In normal circumstances, Mary’s Meals, which operates from Dalmally, south of Oban, reaches more than 128,000 impoverished children across Liberia each day, attracting them to the classroom with a nutritious meal in school.

The recent crisis brought a six-month halt to the charity’s usual feeding programme in the country, after the Liberian government was forced to shut all of its schools in an attempt to stop the disease spreading.

In the intervening period, Mary’s Meals mounted an Ebola crisis response, delivering food aid to thousands of affected people, including patients infected with the virus.

A decline in new Ebola cases in recent weeks means that the Liberian government is allowing schools to gradually re-open, providing they adhere to strict disease prevention measures.

Mary’s Meals’ staff on the ground are working closely with schools to ensure reasonable safety measures are in place, and to share advice on preventing infection. Before entering the classroom, every child and staff member must have their temperature checked and disinfect their hands with a chlorine solution.

Mariama, 13, was one of the first children able to resume her studies recently after her school–at which she receives Mary’s Meals–opened for the first time since last August.

She said: “I’m very happy to be back in school because I haven’t learnt anything over the last few months. I want to be an accountant and these next few years in school will be an important time for me.

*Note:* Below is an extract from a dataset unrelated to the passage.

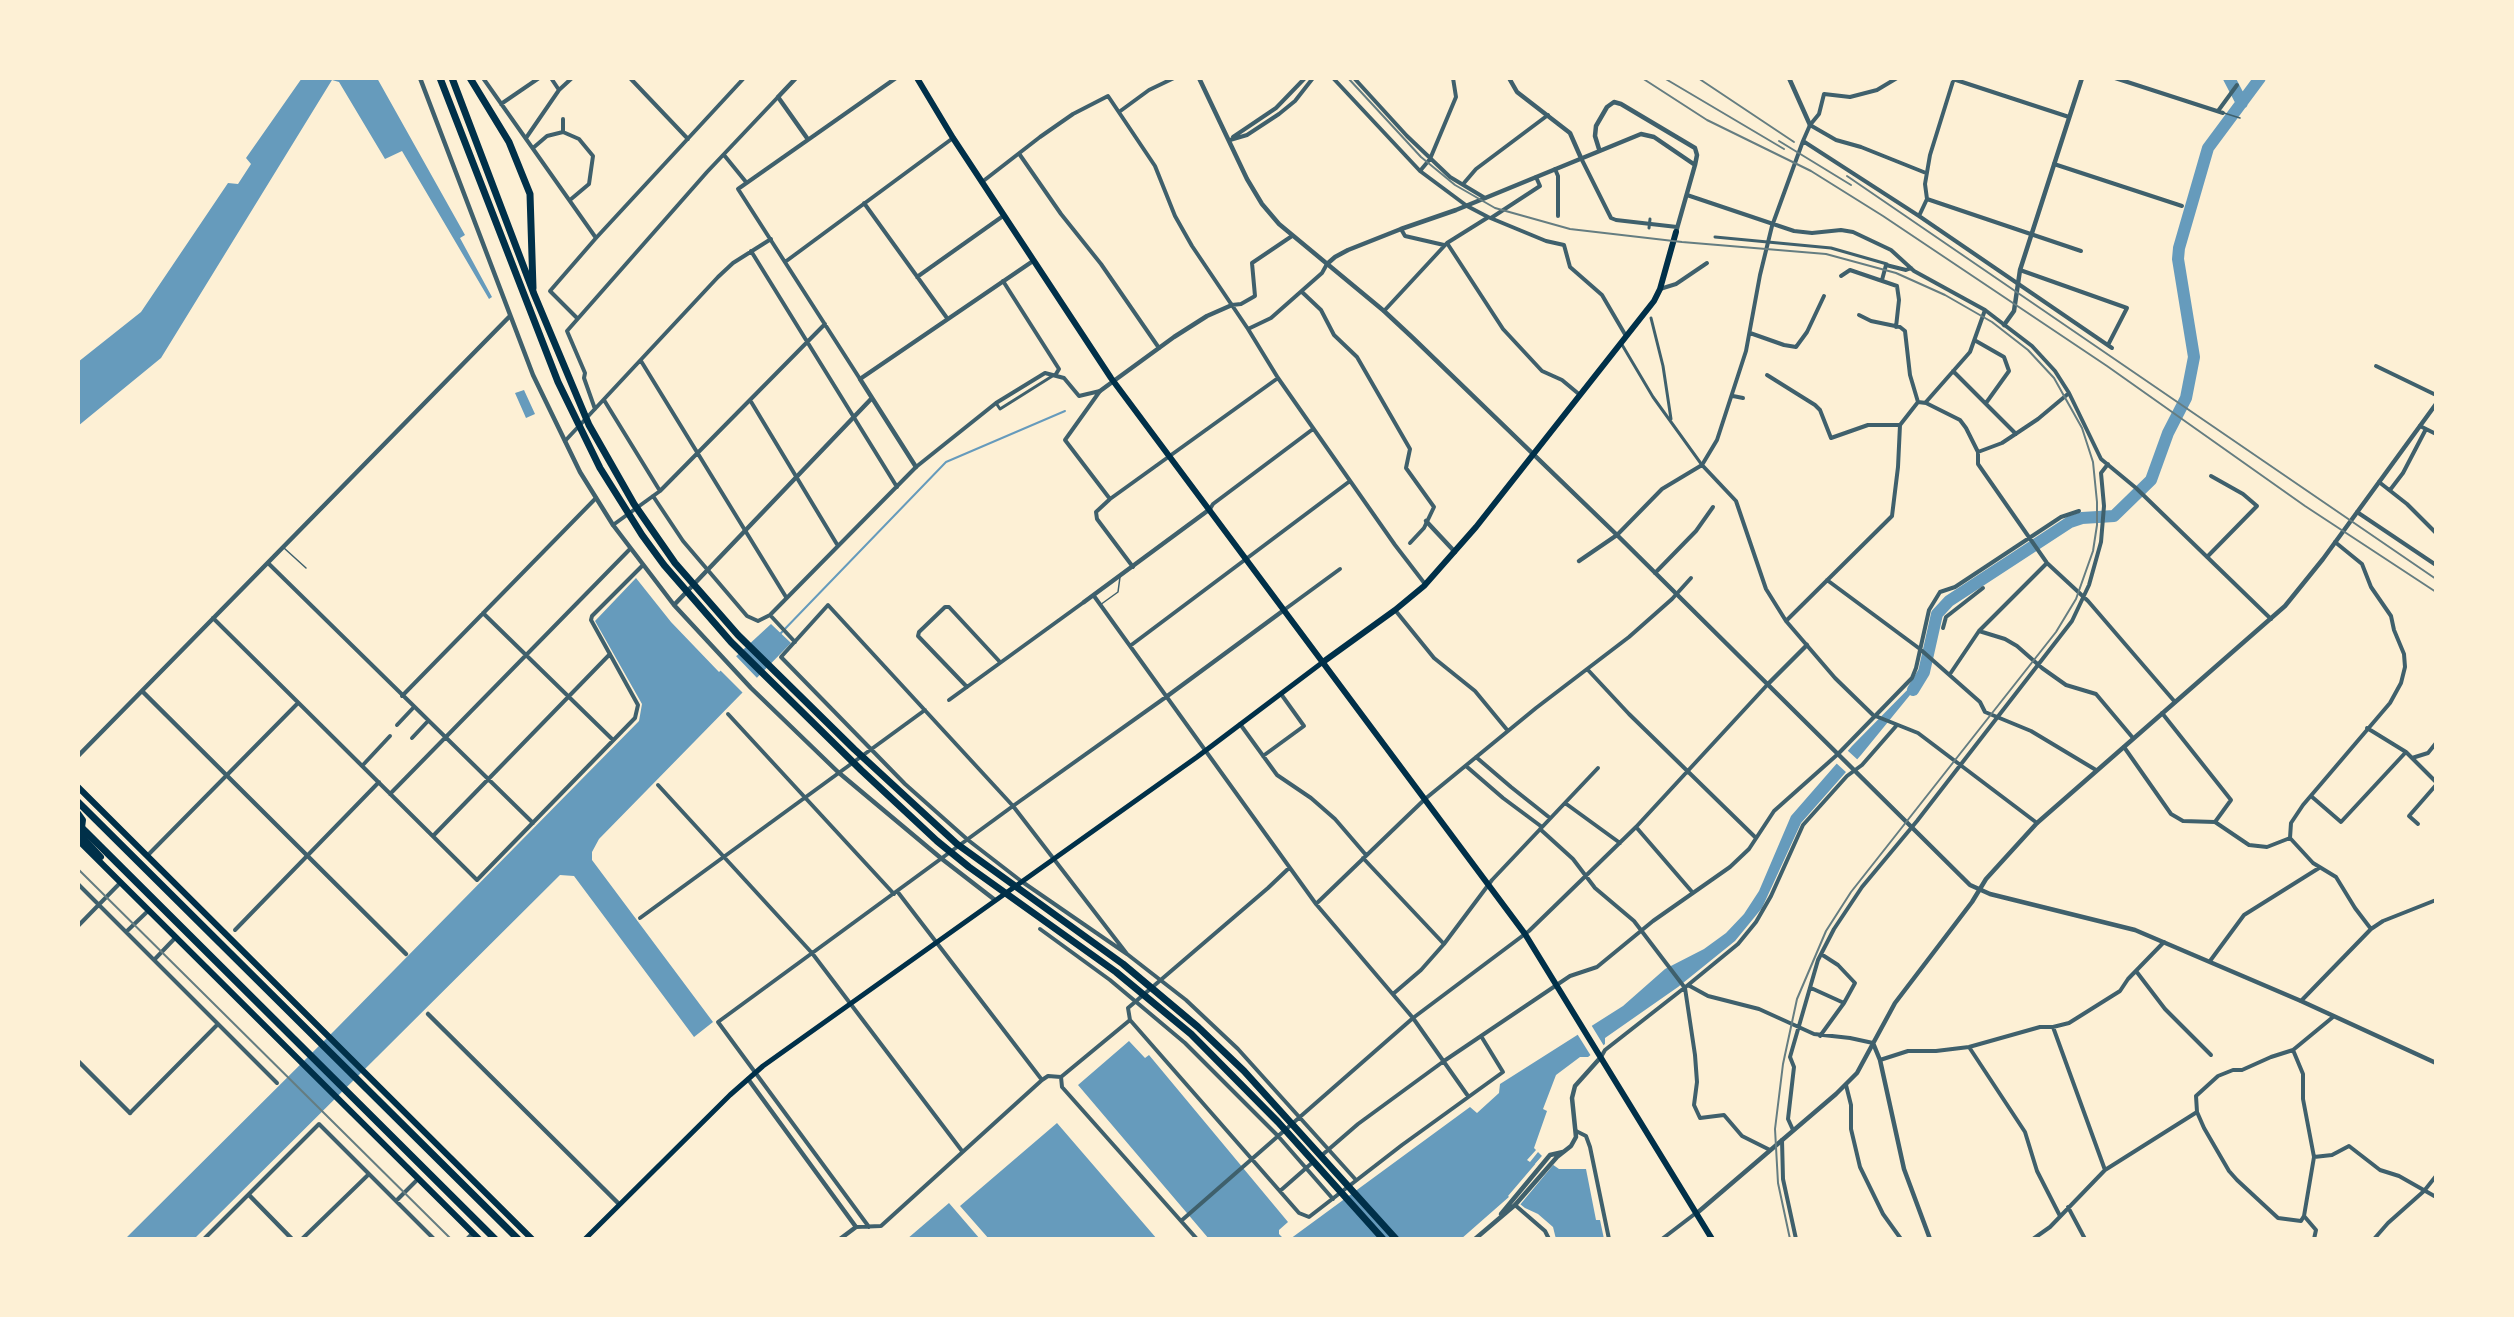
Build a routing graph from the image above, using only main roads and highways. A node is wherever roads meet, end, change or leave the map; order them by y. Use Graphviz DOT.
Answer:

Even before the Ebola crisis began, Liberia had one of the highest rates of out-of-school children in the world, with more than 40% of the country’s school-aged population not attending classes.

Magnus MacFarlane-Barrow, Mary’s Meals’ founder and CEO, said: “It was crucial for Mary’s Meals to be able to continue feeding children throughout the Ebola outbreak, working side by side with local communities to reach those most in need.

“But after the trauma of the last months, it’s important that we now get children back into school and we are delighted to be able to resume our usual school feeding programme.

“It is thanks to the generosity of our supporters that Mary’s Meals was able to act quickly during the Ebola crisis and I want to thank them again now for supporting, as I know they will do, the re-introduction of school feeding for 128,000 children in Liberia.”